3.2 You will prepay all fees for the provision of Services on
or before the commence date, for the entire period of usage
of Services.
3.3 Additional fees will be charged for services and/or activities
You ask us to undertake on Your behalf. These fees will be advised
to You at the time You make your request to Us and prior to
Us commencing any work.
4. Duration
This Agreement commences on the Commencement
Date and will remain in force until terminated.
5. Customer Supplied Facilities
or Equipment for Connection to the Services
Unless otherwise agreed in writing
with Us, You are responsible for selecting and maintaining at
Your own expense, any facilities or equipment necessary to enable
You to connect to Our Services.
6. Our Rights
6.1 We may monitor or keep any records
that We deem necessary of Your use of the Service.
6.2 We may add Services, discontinue Services, or make alterations
to current Services at Our discretion, however, We will give
You reasonable prior notification of any such changes.
6.3 We reserve the right to refuse any application for an Account
and You agree that there is no obligation on Us to furnish a
reason for any refusal of an Account.
7. Credit Checks
7.1 You authorise Us to conduct all
relevant credit checks and searches and to use any information
obtained to enable Us to establish Your credit worthiness.
7.2 You agree that We may obtain personal information about
You in relation to Your credit worthiness from any relevant
reporting agency and We may disclose to such agencies any personal
information or other assessment made in relation to Your credit
worthiness.
8. Limitation of Liability
8.1 We cannot and do not warrant or
guarantee that the Services provided with be free of delays
or faults although We will use Our best efforts to restore all
faults within a reasonable time. Accordingly, the use of the
Services is at Your Sole risk and We are not and will not be
liable for any direct or indirect, special or consequential
loss or damage however caused which may be suffered or incurred
by You or which may arise in respect of Your use of or interruption
to the Services.
8.2 All warranties, undertakings, inducements and representations
whether express or implied, statutory or otherwise relating
to the provision of the Services are excluded.
8.3 We take all reasonable steps to ensure that any of Your
data which is held by Us and is confidential remains confidential,
however, We are not and will not be responsible for release
of such data through unauthorised entry to Our system beyond
Our control.
8.4 Where a term condition or warranty is implied by Law, it
is deemed to be included in these terms and conditions, however,
Our liability for breach of such implied term, condition or
warranty will be limited at Our option to supply of the Services
again.
9. Indemnity
Unless otherwise required by law,
You indemnify and shall keep Us indemnified in respect of any
loss or damage, action, claim, suit or proceeding against Us
by any person in respect of the Use by You or a Designated User
of the Services including but not limited to hacking, the transmission
of any illegal, defamatory, misleading, deceptive and/or fraudulent
material which You or a designated User transmit or cause to
be transmitted or downloaded using the Services.
10. Termination
10.1 Either party may terminate this
Agreement by giving 30 days written notice to the other.

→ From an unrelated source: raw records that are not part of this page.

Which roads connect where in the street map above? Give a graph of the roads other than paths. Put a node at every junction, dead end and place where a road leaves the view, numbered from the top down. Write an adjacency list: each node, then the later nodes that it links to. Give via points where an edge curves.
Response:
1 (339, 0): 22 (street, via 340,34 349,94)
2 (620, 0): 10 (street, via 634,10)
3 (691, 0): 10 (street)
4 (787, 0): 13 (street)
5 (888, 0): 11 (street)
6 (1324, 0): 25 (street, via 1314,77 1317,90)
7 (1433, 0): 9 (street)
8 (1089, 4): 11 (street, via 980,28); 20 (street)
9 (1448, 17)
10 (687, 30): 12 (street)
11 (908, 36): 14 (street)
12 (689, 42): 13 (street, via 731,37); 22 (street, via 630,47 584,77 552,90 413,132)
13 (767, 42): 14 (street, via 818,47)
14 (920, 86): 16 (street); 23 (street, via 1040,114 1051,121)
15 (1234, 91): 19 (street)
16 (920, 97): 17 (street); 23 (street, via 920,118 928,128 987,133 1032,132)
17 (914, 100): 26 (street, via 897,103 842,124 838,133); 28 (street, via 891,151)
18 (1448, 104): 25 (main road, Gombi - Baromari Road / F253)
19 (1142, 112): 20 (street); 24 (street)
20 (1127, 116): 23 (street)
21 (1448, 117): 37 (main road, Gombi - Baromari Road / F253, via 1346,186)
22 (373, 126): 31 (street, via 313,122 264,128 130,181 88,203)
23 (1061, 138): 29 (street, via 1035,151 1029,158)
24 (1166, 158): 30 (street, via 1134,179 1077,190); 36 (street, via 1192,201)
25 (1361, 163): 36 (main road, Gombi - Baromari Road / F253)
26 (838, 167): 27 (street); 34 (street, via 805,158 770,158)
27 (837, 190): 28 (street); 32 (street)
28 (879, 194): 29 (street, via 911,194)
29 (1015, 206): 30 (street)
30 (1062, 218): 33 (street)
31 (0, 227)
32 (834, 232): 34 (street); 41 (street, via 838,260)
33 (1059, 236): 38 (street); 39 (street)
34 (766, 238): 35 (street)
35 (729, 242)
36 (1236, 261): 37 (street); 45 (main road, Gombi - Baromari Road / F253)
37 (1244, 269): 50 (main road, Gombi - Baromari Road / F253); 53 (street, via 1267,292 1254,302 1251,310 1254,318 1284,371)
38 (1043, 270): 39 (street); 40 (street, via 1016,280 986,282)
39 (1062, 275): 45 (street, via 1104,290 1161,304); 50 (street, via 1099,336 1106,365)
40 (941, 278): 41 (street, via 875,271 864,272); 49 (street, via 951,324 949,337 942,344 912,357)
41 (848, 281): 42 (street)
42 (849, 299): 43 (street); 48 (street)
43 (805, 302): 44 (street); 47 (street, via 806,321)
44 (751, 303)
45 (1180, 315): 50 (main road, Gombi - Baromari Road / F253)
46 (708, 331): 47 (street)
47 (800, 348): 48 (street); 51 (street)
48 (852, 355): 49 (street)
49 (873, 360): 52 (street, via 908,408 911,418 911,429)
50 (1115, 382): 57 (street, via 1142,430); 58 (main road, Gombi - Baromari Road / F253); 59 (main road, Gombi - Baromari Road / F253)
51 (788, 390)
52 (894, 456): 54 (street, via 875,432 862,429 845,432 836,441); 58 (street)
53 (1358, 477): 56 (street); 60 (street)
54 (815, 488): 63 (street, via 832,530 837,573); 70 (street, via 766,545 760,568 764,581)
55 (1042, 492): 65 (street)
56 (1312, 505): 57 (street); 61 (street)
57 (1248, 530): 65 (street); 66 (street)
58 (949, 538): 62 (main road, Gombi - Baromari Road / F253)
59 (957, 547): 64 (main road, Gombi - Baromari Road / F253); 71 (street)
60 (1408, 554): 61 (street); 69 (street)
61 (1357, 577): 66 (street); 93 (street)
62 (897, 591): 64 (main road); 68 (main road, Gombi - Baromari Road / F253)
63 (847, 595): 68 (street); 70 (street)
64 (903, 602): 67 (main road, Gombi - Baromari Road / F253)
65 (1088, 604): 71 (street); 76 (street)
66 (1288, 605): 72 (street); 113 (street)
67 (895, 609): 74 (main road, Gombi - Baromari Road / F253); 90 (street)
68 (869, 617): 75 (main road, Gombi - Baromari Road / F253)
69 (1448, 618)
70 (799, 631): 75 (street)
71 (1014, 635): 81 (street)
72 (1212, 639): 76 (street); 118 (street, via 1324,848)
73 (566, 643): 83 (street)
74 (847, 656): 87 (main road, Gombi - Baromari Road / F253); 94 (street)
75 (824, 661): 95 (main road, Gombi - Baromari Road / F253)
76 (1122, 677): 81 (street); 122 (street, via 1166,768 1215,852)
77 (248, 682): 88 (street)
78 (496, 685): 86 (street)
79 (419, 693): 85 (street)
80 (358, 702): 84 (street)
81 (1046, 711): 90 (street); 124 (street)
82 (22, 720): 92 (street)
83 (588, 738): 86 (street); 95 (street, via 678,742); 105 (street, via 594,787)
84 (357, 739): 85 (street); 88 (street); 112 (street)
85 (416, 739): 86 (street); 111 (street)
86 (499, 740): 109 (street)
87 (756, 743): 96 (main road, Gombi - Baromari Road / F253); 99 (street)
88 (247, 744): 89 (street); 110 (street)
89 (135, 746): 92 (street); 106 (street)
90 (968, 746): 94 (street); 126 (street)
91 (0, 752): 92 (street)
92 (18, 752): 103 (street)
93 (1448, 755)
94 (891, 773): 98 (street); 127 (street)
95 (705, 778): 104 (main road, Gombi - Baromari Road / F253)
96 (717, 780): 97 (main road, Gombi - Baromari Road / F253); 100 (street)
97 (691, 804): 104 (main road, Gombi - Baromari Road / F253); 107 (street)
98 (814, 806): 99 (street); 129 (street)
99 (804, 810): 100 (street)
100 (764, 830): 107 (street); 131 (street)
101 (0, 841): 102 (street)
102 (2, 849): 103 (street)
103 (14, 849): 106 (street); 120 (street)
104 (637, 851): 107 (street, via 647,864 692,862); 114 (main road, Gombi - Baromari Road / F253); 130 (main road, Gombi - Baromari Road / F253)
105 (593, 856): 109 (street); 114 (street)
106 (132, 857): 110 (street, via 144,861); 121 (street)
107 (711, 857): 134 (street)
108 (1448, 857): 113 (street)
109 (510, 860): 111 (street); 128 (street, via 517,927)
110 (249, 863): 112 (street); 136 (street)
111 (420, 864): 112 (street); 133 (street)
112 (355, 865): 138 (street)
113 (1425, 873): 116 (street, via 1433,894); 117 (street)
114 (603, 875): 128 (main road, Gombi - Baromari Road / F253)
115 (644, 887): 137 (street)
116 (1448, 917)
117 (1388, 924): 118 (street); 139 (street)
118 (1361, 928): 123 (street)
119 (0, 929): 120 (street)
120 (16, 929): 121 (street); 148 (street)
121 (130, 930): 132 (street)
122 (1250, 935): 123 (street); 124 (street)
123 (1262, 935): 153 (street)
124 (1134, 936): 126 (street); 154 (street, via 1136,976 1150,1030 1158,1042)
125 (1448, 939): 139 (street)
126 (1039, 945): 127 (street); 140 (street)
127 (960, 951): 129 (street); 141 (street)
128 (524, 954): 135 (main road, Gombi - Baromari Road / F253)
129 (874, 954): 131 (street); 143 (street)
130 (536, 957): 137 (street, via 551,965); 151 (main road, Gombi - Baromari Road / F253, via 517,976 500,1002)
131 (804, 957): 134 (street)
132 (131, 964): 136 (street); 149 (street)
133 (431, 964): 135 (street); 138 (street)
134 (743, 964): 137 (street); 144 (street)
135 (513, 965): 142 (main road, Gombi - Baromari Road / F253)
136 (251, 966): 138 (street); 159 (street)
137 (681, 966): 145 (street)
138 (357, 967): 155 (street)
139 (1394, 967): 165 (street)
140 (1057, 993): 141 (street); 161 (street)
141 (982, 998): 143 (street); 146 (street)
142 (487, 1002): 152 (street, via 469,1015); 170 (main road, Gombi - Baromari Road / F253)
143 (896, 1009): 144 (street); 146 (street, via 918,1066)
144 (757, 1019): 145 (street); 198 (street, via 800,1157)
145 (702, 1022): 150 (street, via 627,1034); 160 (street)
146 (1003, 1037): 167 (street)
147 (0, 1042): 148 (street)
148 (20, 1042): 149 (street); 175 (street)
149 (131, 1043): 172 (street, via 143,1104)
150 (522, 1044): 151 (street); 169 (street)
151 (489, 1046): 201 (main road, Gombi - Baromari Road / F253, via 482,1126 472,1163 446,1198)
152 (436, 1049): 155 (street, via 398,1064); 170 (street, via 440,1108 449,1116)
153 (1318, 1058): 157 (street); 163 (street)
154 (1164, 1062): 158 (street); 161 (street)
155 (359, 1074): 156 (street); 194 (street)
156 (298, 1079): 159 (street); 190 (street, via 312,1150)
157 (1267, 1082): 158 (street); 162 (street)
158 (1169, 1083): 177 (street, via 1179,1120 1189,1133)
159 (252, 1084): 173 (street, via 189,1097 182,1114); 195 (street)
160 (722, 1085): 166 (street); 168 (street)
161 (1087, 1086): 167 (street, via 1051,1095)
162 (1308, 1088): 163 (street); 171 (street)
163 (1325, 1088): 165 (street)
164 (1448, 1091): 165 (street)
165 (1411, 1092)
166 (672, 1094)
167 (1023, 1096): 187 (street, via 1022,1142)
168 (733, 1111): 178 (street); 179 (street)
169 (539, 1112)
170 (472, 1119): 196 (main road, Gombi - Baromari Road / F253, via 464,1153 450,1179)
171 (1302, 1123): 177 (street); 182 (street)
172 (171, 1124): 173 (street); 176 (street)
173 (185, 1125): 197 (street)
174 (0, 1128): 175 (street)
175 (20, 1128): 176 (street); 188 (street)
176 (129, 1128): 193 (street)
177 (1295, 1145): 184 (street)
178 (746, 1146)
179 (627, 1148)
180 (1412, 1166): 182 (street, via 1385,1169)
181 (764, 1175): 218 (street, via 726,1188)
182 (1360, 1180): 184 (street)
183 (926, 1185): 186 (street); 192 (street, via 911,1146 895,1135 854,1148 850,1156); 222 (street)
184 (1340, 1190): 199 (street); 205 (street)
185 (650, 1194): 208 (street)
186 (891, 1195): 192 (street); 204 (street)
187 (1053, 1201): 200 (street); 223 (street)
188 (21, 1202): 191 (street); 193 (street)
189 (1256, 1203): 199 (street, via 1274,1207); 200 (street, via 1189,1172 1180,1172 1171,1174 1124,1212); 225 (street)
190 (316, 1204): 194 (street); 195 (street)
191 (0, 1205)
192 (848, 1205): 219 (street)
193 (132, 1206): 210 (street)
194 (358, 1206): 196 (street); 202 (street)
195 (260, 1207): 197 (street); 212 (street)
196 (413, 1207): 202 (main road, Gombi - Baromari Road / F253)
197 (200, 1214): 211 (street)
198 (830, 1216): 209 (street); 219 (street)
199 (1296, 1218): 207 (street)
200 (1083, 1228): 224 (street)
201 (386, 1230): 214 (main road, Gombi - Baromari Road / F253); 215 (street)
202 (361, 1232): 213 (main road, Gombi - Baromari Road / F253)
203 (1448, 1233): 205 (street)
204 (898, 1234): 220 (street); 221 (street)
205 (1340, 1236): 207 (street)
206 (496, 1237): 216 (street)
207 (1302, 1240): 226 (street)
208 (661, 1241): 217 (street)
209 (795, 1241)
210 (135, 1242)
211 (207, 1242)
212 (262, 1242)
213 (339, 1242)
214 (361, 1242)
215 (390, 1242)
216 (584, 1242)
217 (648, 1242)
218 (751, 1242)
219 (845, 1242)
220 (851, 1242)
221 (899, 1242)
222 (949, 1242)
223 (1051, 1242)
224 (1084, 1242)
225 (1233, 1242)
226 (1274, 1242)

10.2 We may terminate this Agreement immediately by notice to
You if You have breached or failed to properly observe these
terms and conditions.
10.3 These terms and conditions will automatically be terminated
in relation to a particular Service or the Services as a whole
if We are unable to provide a Service or Services.
10.4 You remain liable for any charges which may be owing under
this Agreement up to and including the date or termination of
this Agreement.
11. General
11.1 Any notice, approval, consent
or other communication under this Agreement must be in writing
and must be sent to Us or Our duly appointed Agent or Franchise
by hand delivery, post, facilities or electronic mail.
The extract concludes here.